We also probably have Warren to thank for destroying Mike Bloomberg’s campaign. Warren took him to task in his first debate, opening with this mic-drop: “I’d like to talk about who we’re running against – a billionaire who calls women ‘fat broads’ and ‘horse-faced lesbians’… And no, I’m not talking about Donald Trump. I’m talking about Mayor Bloomberg.” In one of the most dynamic moments of the debate, she went on to press him to release women from non-disclosure agreements so they could speak out about sexual harassment and abuse at his companies. Bloomberg looked hopelessly out of his depth. For a billionaire with the resources to smooth over potentially awkward situations, who is very rarely challenged, those kind of moments are undoubtedly few and far between. Warren not only pushed back against the idea that a billionaire should be allowed to buy his way on to the debate stage, she also highlighted Bloomberg’s ineptitude and just how risky it would be to bet on him in a contest against Trump. Whether the Democratic nominee is ultimately Joe Biden or Bernie Sanders, kudos is due to Warren for helping to ensure it’s not Bloomberg.

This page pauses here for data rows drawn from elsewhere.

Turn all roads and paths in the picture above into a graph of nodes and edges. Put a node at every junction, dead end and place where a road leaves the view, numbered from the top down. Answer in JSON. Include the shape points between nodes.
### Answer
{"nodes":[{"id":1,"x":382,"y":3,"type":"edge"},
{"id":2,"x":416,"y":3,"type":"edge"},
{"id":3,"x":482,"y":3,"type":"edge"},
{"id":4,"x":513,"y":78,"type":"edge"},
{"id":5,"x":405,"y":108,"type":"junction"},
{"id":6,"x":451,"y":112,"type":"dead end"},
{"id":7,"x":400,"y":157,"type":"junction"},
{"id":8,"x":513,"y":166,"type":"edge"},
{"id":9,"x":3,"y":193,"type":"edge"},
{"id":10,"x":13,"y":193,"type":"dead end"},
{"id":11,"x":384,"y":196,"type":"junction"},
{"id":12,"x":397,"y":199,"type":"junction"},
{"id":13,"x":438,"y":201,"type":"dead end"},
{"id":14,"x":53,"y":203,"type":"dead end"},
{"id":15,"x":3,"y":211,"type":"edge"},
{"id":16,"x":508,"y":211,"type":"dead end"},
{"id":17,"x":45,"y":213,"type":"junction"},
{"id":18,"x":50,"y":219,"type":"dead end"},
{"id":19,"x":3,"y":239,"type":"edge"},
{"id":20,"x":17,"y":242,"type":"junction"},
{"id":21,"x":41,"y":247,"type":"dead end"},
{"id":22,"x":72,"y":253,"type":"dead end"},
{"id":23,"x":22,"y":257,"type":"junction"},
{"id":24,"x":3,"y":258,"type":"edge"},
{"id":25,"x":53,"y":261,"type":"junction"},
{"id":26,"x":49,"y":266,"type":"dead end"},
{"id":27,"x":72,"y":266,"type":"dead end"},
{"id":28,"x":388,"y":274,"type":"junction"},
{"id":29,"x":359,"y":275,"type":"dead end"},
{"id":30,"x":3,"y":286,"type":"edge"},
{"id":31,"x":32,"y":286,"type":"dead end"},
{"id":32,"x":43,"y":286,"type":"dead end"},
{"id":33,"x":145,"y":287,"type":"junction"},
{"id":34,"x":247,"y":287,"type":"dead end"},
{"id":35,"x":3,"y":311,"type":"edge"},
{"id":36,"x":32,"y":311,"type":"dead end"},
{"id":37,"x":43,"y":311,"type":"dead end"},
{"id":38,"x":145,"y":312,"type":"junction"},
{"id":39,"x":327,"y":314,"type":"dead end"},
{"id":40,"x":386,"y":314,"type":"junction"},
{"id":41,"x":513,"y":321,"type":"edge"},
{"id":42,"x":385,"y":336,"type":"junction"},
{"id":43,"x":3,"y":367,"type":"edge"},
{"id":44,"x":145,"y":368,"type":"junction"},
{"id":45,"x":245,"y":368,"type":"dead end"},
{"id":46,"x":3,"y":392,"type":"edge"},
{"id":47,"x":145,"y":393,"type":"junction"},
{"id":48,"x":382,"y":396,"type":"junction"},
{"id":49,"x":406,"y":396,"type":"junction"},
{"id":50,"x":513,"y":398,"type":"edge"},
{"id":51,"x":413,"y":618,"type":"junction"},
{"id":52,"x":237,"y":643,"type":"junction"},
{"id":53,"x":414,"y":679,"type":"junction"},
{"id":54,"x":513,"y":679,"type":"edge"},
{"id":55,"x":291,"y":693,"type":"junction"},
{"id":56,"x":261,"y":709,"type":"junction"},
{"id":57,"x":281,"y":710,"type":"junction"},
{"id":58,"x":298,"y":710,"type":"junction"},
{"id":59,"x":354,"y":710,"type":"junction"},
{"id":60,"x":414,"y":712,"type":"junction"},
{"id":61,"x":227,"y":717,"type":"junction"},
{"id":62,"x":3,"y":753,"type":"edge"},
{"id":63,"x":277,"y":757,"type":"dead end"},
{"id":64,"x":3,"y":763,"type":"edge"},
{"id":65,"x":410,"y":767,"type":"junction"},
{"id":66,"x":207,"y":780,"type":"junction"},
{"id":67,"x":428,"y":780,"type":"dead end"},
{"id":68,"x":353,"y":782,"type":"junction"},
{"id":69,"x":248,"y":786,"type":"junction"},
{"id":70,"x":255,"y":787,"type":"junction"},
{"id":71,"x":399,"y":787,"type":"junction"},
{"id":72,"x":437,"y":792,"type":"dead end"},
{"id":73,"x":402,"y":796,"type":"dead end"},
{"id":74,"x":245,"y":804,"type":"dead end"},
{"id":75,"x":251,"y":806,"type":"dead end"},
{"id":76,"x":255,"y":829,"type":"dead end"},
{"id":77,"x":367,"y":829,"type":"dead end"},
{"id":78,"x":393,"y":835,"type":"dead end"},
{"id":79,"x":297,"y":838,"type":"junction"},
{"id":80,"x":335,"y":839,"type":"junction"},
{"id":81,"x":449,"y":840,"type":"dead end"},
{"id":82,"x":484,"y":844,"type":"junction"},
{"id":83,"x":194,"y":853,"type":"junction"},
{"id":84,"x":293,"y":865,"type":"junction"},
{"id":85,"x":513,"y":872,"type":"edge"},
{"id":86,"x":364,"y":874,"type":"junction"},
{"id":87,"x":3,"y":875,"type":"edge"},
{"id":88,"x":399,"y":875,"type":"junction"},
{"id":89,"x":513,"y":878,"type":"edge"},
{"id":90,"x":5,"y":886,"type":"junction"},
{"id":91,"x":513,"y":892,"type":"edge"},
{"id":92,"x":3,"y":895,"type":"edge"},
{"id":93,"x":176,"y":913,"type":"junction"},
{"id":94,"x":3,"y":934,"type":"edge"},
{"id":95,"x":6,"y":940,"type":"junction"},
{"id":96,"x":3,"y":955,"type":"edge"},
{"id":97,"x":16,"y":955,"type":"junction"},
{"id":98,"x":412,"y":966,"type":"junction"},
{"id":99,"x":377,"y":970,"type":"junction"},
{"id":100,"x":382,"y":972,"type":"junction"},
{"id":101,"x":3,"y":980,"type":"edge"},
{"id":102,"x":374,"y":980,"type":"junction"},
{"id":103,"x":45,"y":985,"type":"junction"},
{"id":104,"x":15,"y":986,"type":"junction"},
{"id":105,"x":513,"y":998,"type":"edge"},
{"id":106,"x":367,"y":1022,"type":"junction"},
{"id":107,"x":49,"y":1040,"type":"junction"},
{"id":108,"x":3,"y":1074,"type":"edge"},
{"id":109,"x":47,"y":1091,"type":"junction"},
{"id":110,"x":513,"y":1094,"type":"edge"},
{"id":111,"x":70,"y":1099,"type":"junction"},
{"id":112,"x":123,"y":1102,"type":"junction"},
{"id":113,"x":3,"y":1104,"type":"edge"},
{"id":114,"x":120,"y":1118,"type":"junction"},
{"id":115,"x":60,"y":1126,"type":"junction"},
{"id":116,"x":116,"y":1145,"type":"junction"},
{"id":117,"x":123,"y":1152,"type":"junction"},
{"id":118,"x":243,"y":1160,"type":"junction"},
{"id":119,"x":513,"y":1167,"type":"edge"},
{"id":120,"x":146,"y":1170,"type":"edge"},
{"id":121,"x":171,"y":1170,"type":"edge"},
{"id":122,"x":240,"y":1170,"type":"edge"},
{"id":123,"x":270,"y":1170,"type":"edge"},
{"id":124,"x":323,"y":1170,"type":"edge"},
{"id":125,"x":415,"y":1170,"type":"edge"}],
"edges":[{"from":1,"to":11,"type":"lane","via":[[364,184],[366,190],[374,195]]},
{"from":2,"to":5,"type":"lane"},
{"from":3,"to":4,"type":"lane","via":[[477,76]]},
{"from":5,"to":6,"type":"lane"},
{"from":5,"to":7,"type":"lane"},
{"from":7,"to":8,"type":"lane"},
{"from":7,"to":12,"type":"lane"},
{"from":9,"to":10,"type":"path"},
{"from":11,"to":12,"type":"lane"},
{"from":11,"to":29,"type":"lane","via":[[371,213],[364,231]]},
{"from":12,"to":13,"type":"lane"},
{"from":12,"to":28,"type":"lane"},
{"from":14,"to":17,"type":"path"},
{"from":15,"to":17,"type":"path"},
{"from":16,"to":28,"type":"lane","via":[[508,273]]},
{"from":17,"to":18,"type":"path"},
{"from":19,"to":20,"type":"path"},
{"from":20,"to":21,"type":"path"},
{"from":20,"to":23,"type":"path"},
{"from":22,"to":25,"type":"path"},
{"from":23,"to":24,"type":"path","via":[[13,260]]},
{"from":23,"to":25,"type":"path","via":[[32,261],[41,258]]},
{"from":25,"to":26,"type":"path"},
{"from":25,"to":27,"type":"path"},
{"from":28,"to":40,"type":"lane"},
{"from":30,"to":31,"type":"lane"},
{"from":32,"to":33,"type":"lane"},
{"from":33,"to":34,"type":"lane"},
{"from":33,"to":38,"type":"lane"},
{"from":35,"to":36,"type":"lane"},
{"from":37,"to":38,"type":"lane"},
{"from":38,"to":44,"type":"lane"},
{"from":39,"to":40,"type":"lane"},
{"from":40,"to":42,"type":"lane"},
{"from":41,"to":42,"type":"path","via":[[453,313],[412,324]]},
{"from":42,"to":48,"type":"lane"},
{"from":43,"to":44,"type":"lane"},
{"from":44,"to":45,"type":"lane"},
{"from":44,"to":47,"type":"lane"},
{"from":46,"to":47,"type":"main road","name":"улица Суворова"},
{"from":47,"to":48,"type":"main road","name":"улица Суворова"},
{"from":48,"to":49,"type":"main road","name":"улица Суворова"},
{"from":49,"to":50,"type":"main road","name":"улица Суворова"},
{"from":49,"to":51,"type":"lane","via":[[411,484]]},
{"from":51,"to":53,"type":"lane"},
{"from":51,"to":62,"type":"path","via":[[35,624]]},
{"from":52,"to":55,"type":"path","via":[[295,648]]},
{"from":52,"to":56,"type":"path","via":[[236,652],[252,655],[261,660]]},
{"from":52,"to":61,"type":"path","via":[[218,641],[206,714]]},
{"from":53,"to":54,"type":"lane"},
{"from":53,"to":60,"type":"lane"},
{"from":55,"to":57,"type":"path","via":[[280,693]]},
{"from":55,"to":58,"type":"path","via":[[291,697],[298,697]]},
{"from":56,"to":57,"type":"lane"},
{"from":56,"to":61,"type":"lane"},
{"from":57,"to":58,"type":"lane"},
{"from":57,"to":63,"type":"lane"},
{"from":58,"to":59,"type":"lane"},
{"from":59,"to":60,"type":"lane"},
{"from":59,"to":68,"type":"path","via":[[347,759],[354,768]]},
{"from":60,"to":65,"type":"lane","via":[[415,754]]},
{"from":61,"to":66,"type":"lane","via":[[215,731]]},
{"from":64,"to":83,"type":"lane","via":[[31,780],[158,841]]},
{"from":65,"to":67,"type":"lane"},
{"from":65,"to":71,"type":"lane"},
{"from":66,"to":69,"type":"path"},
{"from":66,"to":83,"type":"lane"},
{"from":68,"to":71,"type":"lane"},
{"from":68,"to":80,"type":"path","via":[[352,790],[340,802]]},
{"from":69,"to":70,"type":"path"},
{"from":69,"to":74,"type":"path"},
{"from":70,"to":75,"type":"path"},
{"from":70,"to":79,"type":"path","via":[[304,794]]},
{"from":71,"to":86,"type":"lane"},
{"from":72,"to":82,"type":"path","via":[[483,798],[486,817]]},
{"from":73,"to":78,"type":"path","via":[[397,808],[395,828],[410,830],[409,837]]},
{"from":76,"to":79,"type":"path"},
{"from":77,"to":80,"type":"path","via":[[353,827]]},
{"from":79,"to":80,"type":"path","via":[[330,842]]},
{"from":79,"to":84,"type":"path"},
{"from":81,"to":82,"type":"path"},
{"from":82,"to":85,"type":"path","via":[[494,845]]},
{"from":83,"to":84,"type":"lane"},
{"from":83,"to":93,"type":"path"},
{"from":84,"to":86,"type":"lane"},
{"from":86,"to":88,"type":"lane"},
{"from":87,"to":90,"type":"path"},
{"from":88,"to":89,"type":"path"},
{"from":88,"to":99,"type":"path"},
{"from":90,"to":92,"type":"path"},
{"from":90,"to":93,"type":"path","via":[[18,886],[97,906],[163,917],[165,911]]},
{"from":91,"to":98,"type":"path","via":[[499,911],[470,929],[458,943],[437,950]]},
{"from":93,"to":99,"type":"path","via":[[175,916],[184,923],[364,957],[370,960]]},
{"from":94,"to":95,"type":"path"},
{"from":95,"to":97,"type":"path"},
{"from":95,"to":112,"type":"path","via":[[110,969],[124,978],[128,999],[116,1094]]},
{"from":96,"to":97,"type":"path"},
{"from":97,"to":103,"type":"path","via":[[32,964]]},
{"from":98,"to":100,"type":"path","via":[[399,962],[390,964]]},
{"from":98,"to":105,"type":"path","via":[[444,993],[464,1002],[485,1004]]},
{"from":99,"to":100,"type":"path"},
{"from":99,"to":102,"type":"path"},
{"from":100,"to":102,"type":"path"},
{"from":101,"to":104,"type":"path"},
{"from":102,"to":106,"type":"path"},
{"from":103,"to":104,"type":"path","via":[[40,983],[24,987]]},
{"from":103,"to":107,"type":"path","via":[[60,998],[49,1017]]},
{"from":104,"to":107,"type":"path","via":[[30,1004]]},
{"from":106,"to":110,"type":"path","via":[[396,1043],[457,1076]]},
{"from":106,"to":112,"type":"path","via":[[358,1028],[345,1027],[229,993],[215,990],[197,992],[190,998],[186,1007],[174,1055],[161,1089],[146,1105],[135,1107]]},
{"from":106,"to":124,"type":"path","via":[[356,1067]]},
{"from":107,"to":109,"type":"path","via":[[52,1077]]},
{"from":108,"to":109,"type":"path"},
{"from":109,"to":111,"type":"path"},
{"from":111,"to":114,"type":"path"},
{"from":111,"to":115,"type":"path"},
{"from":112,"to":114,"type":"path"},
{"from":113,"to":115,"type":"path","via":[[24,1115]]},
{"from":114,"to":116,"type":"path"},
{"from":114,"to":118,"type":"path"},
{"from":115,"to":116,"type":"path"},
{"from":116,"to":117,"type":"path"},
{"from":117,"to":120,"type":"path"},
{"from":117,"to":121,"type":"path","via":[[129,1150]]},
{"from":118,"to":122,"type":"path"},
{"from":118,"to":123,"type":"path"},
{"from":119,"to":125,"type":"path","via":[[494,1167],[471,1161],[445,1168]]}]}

For some primary voters, Warren’s debate performance didn’t make an impact. They focused on who they thought was most likely to win the general election. Electability is an important metric by which to judge a candidate, never more so than in this year’s election given that a second Trump term is at stake. But electability is too often an excuse for promoting the status quo (men in power) and playing to people’s prejudices (misogyny). Besides that, measuring a candidate’s electability in a general election against Trump is near impossible. We now know to expect that Trump will cheat and break the law to win elections, and his deliberately cultivated air of chaos makes him a moving target not susceptible to conventional political attacks. The point is, we really have no idea who or what it will take to beat Trump – but Warren, with her razor-sharp wit and her plan for everything, had at least as good a chance as the other Democrats in the race.
Electability is too often an excuse for promoting the status quo (men in power) and playing to people’s prejudices (misogyny).
Warren’s closest competitor, Bernie Sanders, recognized the value of her candidacy when it was coming to an end after a series of disappointing results on Super Tuesday. As has often been the case during this campaign, Sanders and his key staffers were measured. They respected Warren’s right to take the time to consider her next step. But some Sanders surrogates and other anonymous supporters came for Warren, calling her selfish for not immediately dropping out and endorsing Sanders. Their vitriolic attacks had a frightening undercurrent of misogyny.
Early convergence around one candidate is a key factor leading to a party or faction’s success, as was made clear by Amy Klobuchar and Pete Buttigieg’s endorsements of Biden on the eve of Super Tuesday. Knowing this, it is not unreasonable to ask candidates to put ego aside and build a coalition. But at no point did anyone seriously suggest that two septuagenarian men, one of whom recently had a heart-attack, drop out and endorse women who held very similar policy positions. We know why Warren was seen as thieving votes rightfully belonging to Bernie, and why Harris is the one who has endorsed Biden rather than vice versa. It’s because women are still seen as interlopers who are welcome only until the campaign reaches its crux.
Thanks to the brave women who continue to step up, each campaign represents forward momentum. While progress is far too slow, it is heartening that in this year’s Democratic contest, girls and women could see themselves up on the debate stage, represented by women with the full spectrum of life experiences and policy positions.
But until we stop seeing women in politics as the servants of men, women continuing to persist will never be enough; we’ll never see a disruption of the power structures that have got us into this misogynistic mess. Those who are advocating for a revolutionary movement with a man at its center would do well to keep that in mind.